Weshalb nicht? Das gehört zu den Fragen, die Baur aufwerfen will. Über eine kontroverse Person wie Staub kommt das Gespräch zurück auf Frauen in der Gesellschaft. Weshalb werden Frauen, die viel sprechen, die ihre Meinung deutlich äussern, anders wahrgenommen, als Männer, die dasselbe tun? «Wenn man als Frau tough ist, heisst es, die sei kompliziert.»
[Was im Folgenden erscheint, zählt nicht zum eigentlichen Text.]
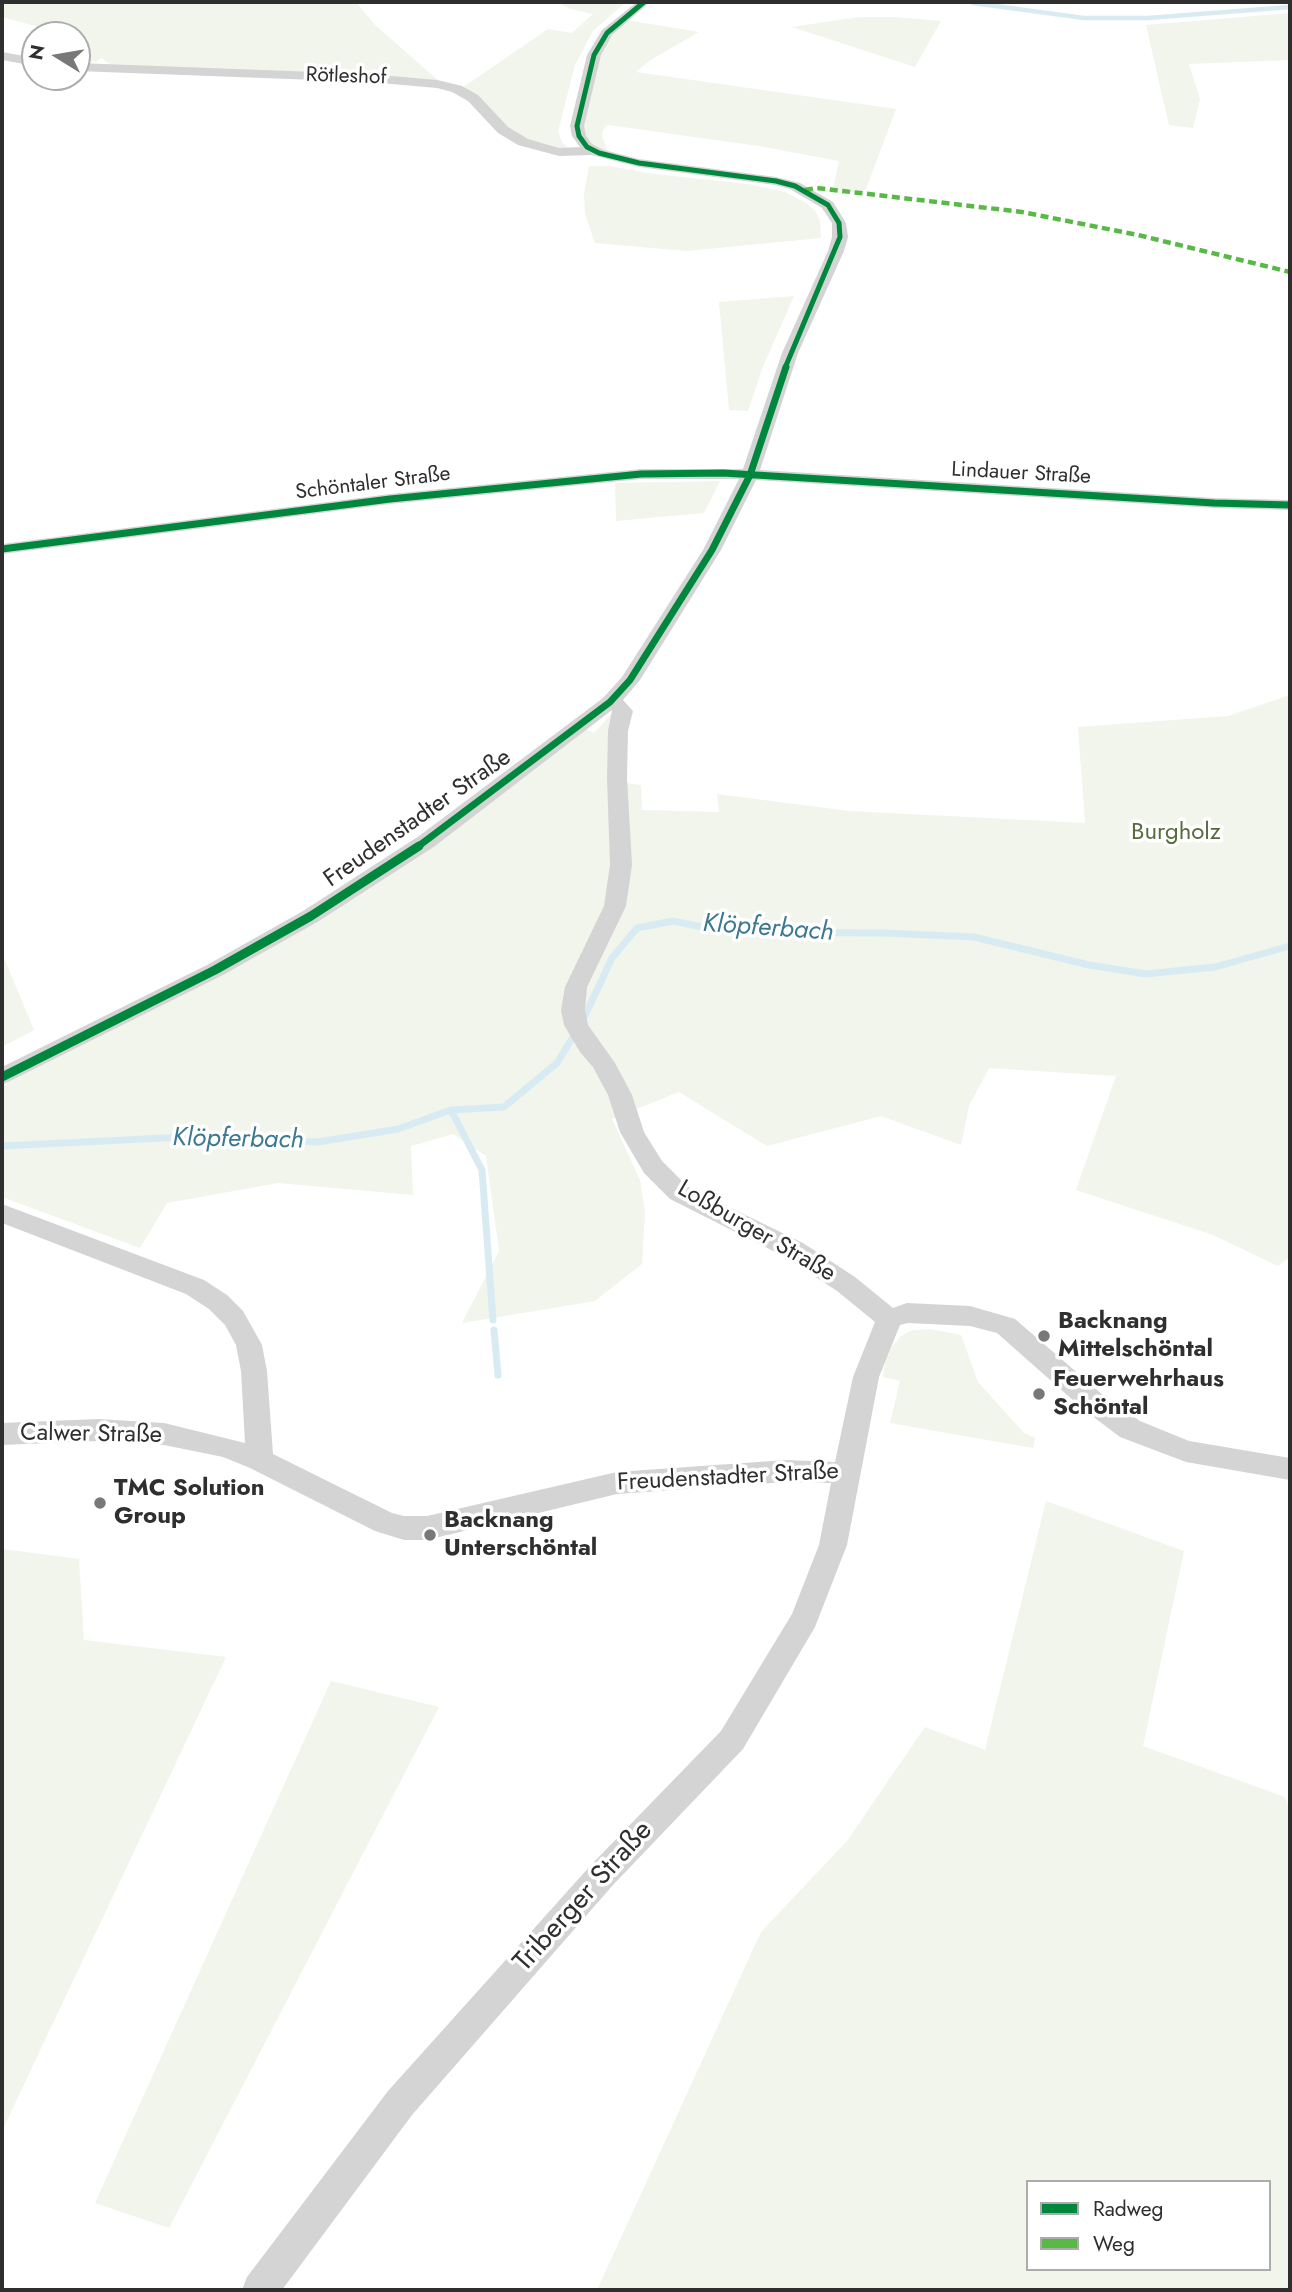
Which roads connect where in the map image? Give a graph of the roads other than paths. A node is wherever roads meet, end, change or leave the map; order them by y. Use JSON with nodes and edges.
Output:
{"nodes":[{"id":1,"x":644,"y":2,"type":"edge"},
{"id":2,"x":2,"y":56,"type":"edge"},
{"id":3,"x":21,"y":59,"type":"edge"},
{"id":4,"x":91,"y":68,"type":"edge"},
{"id":5,"x":592,"y":151,"type":"junction"},
{"id":6,"x":750,"y":475,"type":"junction"},
{"id":7,"x":1290,"y":505,"type":"edge"},
{"id":8,"x":2,"y":549,"type":"edge"},
{"id":9,"x":610,"y":702,"type":"junction"},
{"id":10,"x":2,"y":1077,"type":"edge"},
{"id":11,"x":2,"y":1213,"type":"edge"},
{"id":12,"x":889,"y":1319,"type":"junction"},
{"id":13,"x":2,"y":1434,"type":"edge"},
{"id":14,"x":260,"y":1460,"type":"junction"},
{"id":15,"x":1290,"y":1469,"type":"edge"},
{"id":16,"x":849,"y":1473,"type":"junction"},
{"id":17,"x":260,"y":2290,"type":"edge"}],
"edges":[{"from":1,"to":5,"type":"street"},
{"from":2,"to":3,"type":"street"},
{"from":4,"to":5,"type":"street","name":"Rötleshof"},
{"from":5,"to":6,"type":"street","name":"Rötleshof"},
{"from":6,"to":7,"type":"street","name":"Lindauer Straße"},
{"from":6,"to":8,"type":"street","name":"Schöntaler Straße"},
{"from":6,"to":9,"type":"street","name":"Freudenstadter Straße"},
{"from":9,"to":10,"type":"street","name":"Freudenstadter Straße"},
{"from":9,"to":12,"type":"street","name":"Loßburger Straße"},
{"from":11,"to":14,"type":"street"},
{"from":12,"to":15,"type":"street"},
{"from":12,"to":16,"type":"street","name":"Freudenstadter Straße"},
{"from":13,"to":14,"type":"street","name":"Calwer Straße"},
{"from":14,"to":16,"type":"street","name":"Freudenstadter Straße"},
{"from":16,"to":17,"type":"street","name":"Triberger Straße"}]}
Baur zitiert eine Studie, wonach die gleiche Redezeit bei Männern kürzer eingeschätzt wird als bei Frauen. Sie zitiert auch eine Studie wonach 2013/14 von über 55 Mio. Fr. Filmförderung in der Schweiz bloss knapp 15 Mio. Fr. an Frauen flossen. Und anekdotisch erwähnt sie, dass bei den in der Branche unverzichtbaren Empfehlungen und Seilschaften zu häufig Männer zuerst zum Zug kommen. Als Co-Präsidentin und Mitgründerin den Netzwerks Swan (Swiss Women’s Audiovisual Network) will sie das ändern. Dieses hat unter anderem ein schweizweites Verzeichnis für Frauen in der audiovisuellen Industrie lanciert, die so an Sichtbarkeit gewinnen.
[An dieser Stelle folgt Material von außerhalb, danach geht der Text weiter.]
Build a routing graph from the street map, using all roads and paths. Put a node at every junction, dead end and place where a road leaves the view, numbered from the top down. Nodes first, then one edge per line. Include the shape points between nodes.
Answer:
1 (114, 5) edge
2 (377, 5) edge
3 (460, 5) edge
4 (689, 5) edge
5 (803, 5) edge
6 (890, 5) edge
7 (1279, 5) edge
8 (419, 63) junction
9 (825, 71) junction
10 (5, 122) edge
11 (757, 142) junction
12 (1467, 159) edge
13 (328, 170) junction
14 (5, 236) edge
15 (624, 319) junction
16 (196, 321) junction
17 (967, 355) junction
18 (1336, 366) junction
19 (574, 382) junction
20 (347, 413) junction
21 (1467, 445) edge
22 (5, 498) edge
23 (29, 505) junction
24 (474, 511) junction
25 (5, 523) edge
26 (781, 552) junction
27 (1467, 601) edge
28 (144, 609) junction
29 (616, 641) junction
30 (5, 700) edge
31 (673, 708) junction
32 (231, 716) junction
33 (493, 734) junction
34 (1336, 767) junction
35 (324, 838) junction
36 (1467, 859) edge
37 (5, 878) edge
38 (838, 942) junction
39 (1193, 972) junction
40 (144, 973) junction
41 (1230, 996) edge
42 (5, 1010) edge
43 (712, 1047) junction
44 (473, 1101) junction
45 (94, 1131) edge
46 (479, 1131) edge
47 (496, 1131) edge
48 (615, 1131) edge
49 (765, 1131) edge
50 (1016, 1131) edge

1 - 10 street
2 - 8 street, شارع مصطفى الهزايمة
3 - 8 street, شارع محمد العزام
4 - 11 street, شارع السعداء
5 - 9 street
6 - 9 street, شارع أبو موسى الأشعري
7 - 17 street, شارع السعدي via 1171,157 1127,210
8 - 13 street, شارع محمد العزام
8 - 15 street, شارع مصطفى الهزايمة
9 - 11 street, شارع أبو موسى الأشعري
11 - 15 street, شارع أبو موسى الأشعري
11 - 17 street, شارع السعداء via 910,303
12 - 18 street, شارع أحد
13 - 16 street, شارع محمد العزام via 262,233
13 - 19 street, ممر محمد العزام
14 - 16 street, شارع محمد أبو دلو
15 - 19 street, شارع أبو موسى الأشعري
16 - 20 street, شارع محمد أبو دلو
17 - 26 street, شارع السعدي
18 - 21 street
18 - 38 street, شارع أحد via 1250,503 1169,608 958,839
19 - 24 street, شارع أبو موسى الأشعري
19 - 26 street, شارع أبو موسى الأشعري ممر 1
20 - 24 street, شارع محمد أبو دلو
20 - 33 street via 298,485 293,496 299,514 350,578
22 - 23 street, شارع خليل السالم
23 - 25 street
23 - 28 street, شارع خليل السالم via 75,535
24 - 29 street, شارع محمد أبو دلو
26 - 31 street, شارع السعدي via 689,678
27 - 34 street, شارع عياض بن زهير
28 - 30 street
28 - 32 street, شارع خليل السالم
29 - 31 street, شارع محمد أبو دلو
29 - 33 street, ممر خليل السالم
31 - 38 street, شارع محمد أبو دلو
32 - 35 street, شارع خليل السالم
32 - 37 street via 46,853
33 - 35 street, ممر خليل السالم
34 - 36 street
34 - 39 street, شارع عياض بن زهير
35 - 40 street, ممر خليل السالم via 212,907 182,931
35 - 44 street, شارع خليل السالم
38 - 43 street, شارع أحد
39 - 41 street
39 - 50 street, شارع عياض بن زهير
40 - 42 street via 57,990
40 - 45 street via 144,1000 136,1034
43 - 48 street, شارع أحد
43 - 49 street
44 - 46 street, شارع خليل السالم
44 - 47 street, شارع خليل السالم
Während sich Gabriel Baur für das Vorankommen ihrer Kolleginnen noch immer einsetzt, wird sie international gesehen: Glow sollte vergangenen Sommer auch in den USA ins Kino kommen, Venus Boyz war dort ab 2007 auf Netflix. Professionell wahrgenommen zu werden eines. Privates mag Baur nicht preisgeben, der Einblick in ihr Leben beschränkt sich auf den Bildschirm-Ausschnitt ihrer Wohnung in der Zweitheimat Lissabon. So sehr sie zudem betont, sie lasse sich im Erzählen manchmal kaum bremsen, so ruhig wird sie auf die Frage nach ihren nächsten Plänen.
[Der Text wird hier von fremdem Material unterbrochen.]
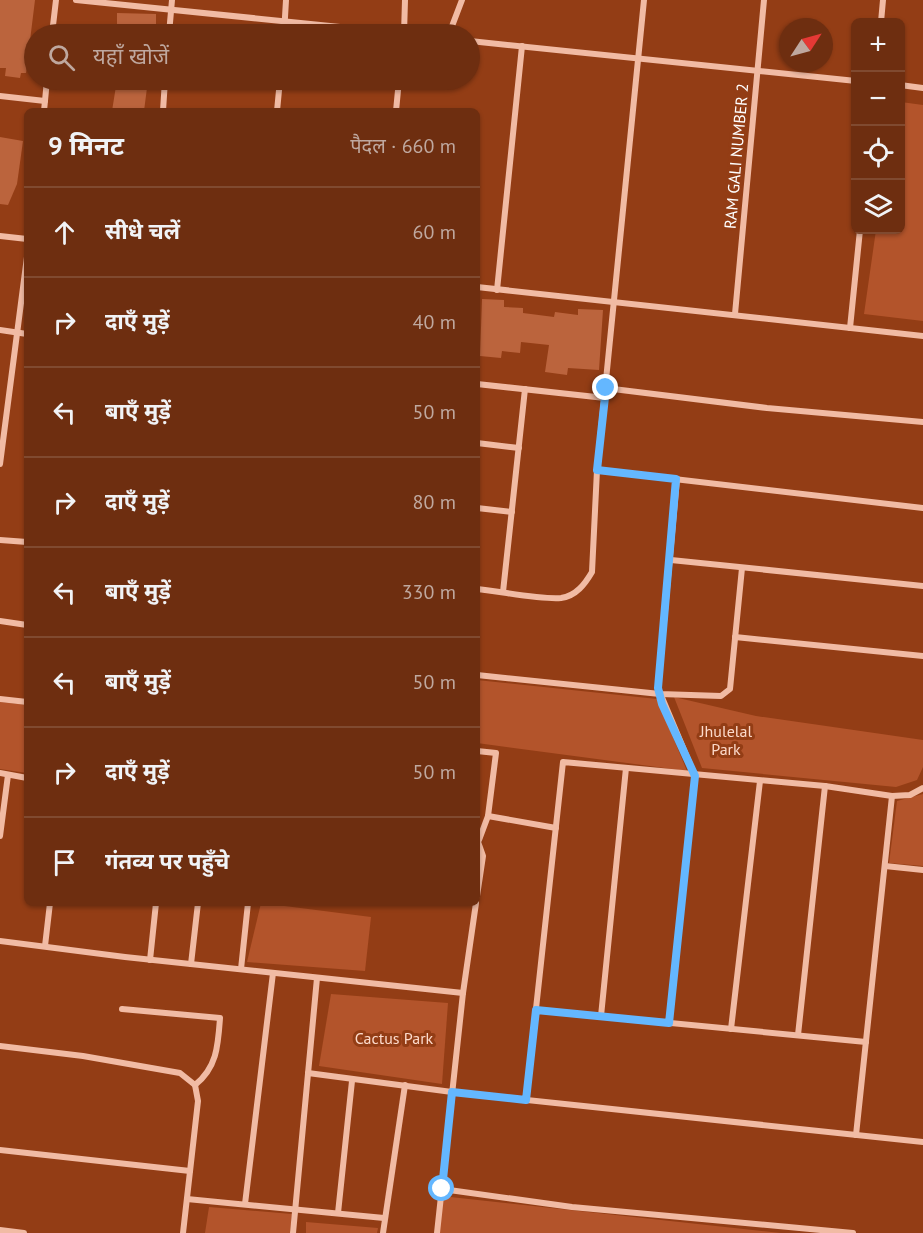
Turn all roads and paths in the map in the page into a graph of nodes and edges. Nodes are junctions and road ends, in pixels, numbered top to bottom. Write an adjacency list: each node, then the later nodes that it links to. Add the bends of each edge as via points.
1 (56, 0): 13 (street)
2 (76, 0): 10 (street)
3 (172, 0): 10 (street)
4 (286, 0): 12 (street)
5 (405, 0): 16 (street)
6 (462, 0): 17 (street)
7 (644, 0): 20 (street)
8 (764, 0): 21 (street, RAM GALI NUMBER 2)
9 (883, 0): 11 (street)
10 (171, 10): 12 (street); 14 (street)
11 (881, 18)
12 (286, 22): 15 (street)
13 (53, 24)
14 (170, 24)
15 (306, 24)
16 (404, 24)
17 (453, 24)
18 (480, 41): 19 (street)
19 (522, 46): 20 (street); 40 (street)
20 (639, 58): 21 (street); 41 (street)
21 (757, 70): 22 (street); 42 (street, RAM GALI NUMBER 2)
22 (851, 81)
23 (905, 85): 24 (street)
24 (923, 87)
25 (46, 90): 30 (street)
26 (164, 90): 32 (street)
27 (279, 90): 33 (street)
28 (398, 90): 34 (street)
29 (0, 96): 30 (street)
30 (45, 101): 31 (street)
31 (44, 108)
32 (163, 108)
33 (277, 108)
34 (396, 108)
35 (860, 234): 43 (street)
36 (0, 236): 37 (street)
37 (24, 239)
38 (24, 280): 45 (street)
39 (480, 288): 40 (street)
40 (497, 290): 41 (street)
41 (614, 302): 42 (street); 49 (street)
42 (735, 314): 43 (street)
43 (850, 328): 47 (street)
44 (0, 330): 45 (street)
45 (17, 333): 46 (street); 53 (street)
46 (24, 334)
47 (923, 336)
48 (480, 384): 50 (street)
49 (606, 388): 51 (street); 54 (street)
50 (525, 389): 51 (street); 56 (street)
51 (605, 398): 58 (street)
52 (0, 407): 53 (street)
53 (8, 408): 57 (street)
54 (923, 422)
55 (480, 443): 56 (street)
56 (519, 448): 62 (street)
57 (0, 464)
58 (597, 470): 59 (street); 69 (street, via 592,572 586,584 561,598)
59 (676, 479): 61 (street); 65 (street)
60 (480, 508): 62 (street)
61 (923, 508)
62 (512, 512): 69 (street)
63 (0, 540): 64 (street)
64 (24, 542)
65 (671, 560): 66 (street); 75 (street)
66 (742, 568): 67 (street); 72 (street)
67 (923, 586)
68 (480, 589): 69 (street)
69 (503, 592)
70 (0, 621): 71 (street)
71 (24, 625)
72 (735, 637): 73 (street); 75 (street, via 727,694)
73 (923, 656)
74 (480, 675): 75 (street)
75 (660, 694): 82 (street)
76 (0, 699): 77 (street)
77 (24, 702)
78 (480, 751): 88 (street, via 496,753)
79 (626, 768): 82 (street); 89 (street, via 563,762); 111 (street)
80 (0, 773): 81 (street)
81 (8, 774): 83 (street); 91 (street)
82 (695, 776): 84 (street); 112 (street)
83 (24, 777)
84 (760, 781): 85 (street); 113 (street)
85 (825, 786): 87 (street); 114 (street)
86 (923, 789): 87 (street)
87 (892, 796): 93 (street)
88 (489, 816): 89 (street); 90 (street)
89 (556, 828): 110 (street)
90 (480, 835)
91 (0, 836)
92 (480, 846): 95 (street)
93 (885, 866): 94 (street); 115 (street)
94 (923, 870)
95 (480, 876)
96 (50, 906): 102 (street)
97 (156, 906): 103 (street)
98 (198, 906): 104 (street)
99 (248, 906): 105 (street)
100 (476, 906): 108 (street)
101 (0, 940): 102 (street)
102 (45, 946): 103 (street)
103 (150, 960): 104 (street)
104 (191, 964): 105 (street)
105 (241, 969): 106 (street)
106 (273, 973): 107 (street); 129 (street)
107 (317, 978): 108 (street); 117 (street)
108 (463, 993): 121 (street)
109 (122, 1009): 119 (street, via 220,1018 214,1061 208,1074)
110 (536, 1010): 111 (street); 122 (street)
111 (601, 1016): 112 (street)
112 (669, 1023): 113 (street)
113 (731, 1029): 114 (street)
114 (798, 1035): 115 (street)
115 (866, 1042): 123 (street)
116 (0, 1046): 119 (street, via 180,1073)
117 (308, 1073): 118 (street); 130 (street)
118 (352, 1081): 120 (street); 131 (street)
119 (195, 1085): 126 (street, via 198,1101)
120 (405, 1085): 121 (street); 132 (street)
121 (452, 1092): 122 (street); 127 (street)
122 (526, 1100): 123 (street)
123 (856, 1135): 124 (street)
124 (923, 1142)
125 (0, 1150): 126 (street)
126 (190, 1171): 128 (street)
127 (442, 1189): 134 (street, via 572,1207); 139 (street)
128 (187, 1199): 129 (street); 136 (street)
129 (245, 1204): 130 (street)
130 (295, 1210): 131 (street); 137 (street)
131 (338, 1214): 132 (street)
132 (384, 1218): 138 (street)
133 (0, 1230): 135 (street)
134 (816, 1231): 140 (street)
135 (24, 1233)
136 (183, 1233)
137 (293, 1233)
138 (382, 1233)
139 (437, 1233)
140 (853, 1233)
Das kann auch daran liegen, dass Inspiration für eine Regisseurin, ­deren Werk von der Begegnung mit Menschen lebt, derzeit schwerer zu finden ist: Auch in Lissabon haben die Cafés zu. Wenn sich das ändert, werden sich wieder Szenen bieten, die Ideen zu einem neuen, realisier­baren Film mit herausfordernden Fragen keimen lassen.